Sin embargo, Álvar se detuvo. Se dio la vuelta y miró a las dos enfermeras con unos ojos tan gélidos que la sonrisa se les borró de la cara al instante.
—Cuiden lo que dicen —pronunció en voz baja, firme—. Ella es mi esposa.
Las dos enfermeras enmudecieron, se miraron entre sí y bajaron la cabeza. Ninguna se atrevió a replicar.
Desde el fondo del pasillo, la doctora Ester presenció la escena. La carpeta que sostenía se le aflojó un poco entre los dedos. Había algo en el rostro de Álvar que nunca le había visto antes: protector y lleno de convicción.
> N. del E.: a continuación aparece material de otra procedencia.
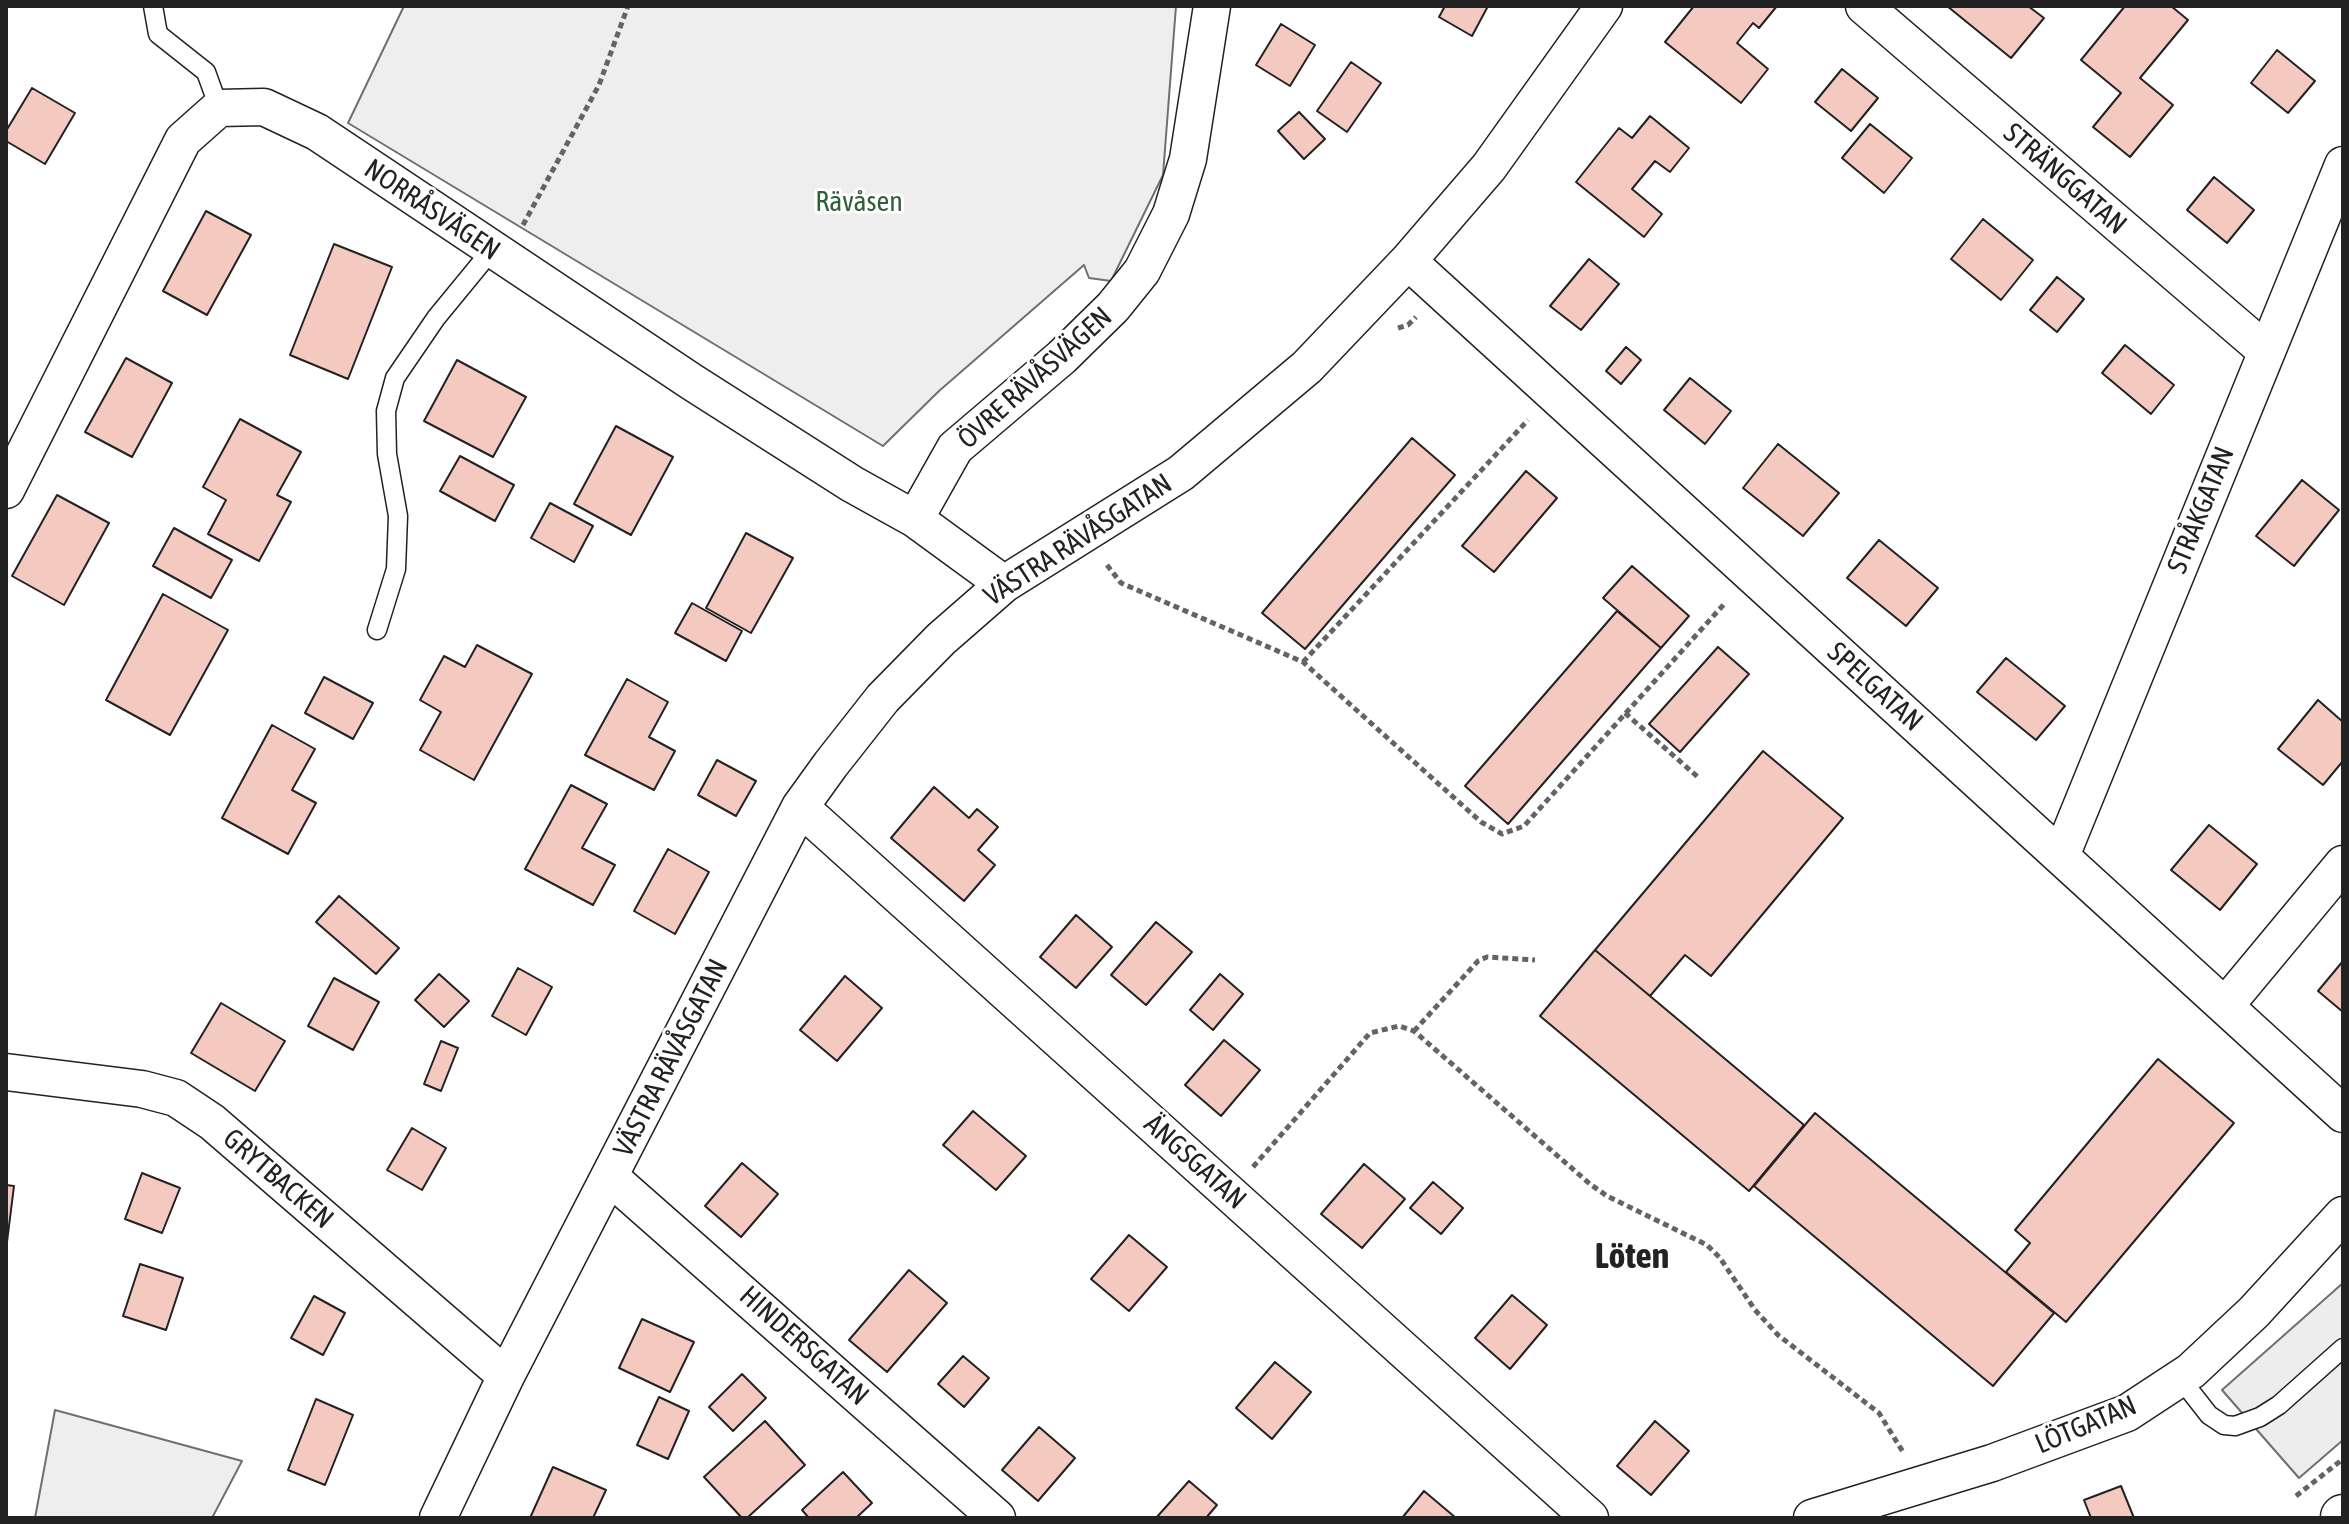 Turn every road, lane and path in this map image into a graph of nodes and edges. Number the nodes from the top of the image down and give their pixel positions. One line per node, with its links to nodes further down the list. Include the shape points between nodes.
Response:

Álvar volvió a caminar para alcanzar a Clara, sin saber que su actitud de hacía un momento no solo había acallado los chismes, sino que también había cerrado una puerta del pasado.
Dentro del auto, el ambiente se congeló.
Clara se recostó contra la ventanilla, mirando hacia afuera sin interés. Álvar encendió el motor y lanzó una mirada fugaz hacia su esposa.
—No necesitas comportarte así —dijo al fin.
Clara soltó una risita seca, sin voltear.
—¿Así cómo?
—Tu actitud de hace un rato fue demasiado dura…
—Ellas empezaron primero —cortó Clara con frialdad—. La gente del pueblo solo sabe chismear. Les encanta meterse en la vida de los demás.
Álvar frenó un poco más brusco de lo necesario. Se volvió hacia Clara con la mirada cortante.
—Cuida lo que dices, Clara.
La mujer finalmente lo miró, con ojos desafiantes.
—¿Por qué? ¿Te ofendiste?
Álvar exhaló un suspiro largo, tratando de contener las emociones.
—Este es mi hogar. Ellos son las personas que conviven conmigo todos los días.
—Y yo no soy parte de ellos —replicó Clara de inmediato—. Yo no pedí vivir en esta aldea. A mí me obligaron.
Esa frase golpeó más fuerte de lo que Clara se daba cuenta.
Álvar volvió a fijar la vista en el camino, la mandíbula apretada.
—Pero ahora eres mi esposa. Te guste o no, estás aquí bajo mi nombre.
—Si pudiera elegir, no querría ser tu esposa. No te quiero y no quiero vivir aquí. Creo que lo mejor es que nos divorciemos, porque este matrimonio estuvo mal desde el principio —soltó Clara con irritación.
Álvar apretó el volante con fuerza. Su silencio dejaba en claro lo furioso que estaban aquellas palabras de Clara. Aunque el matrimonio hubiera comenzado sin amor, Álvar lo respetaba.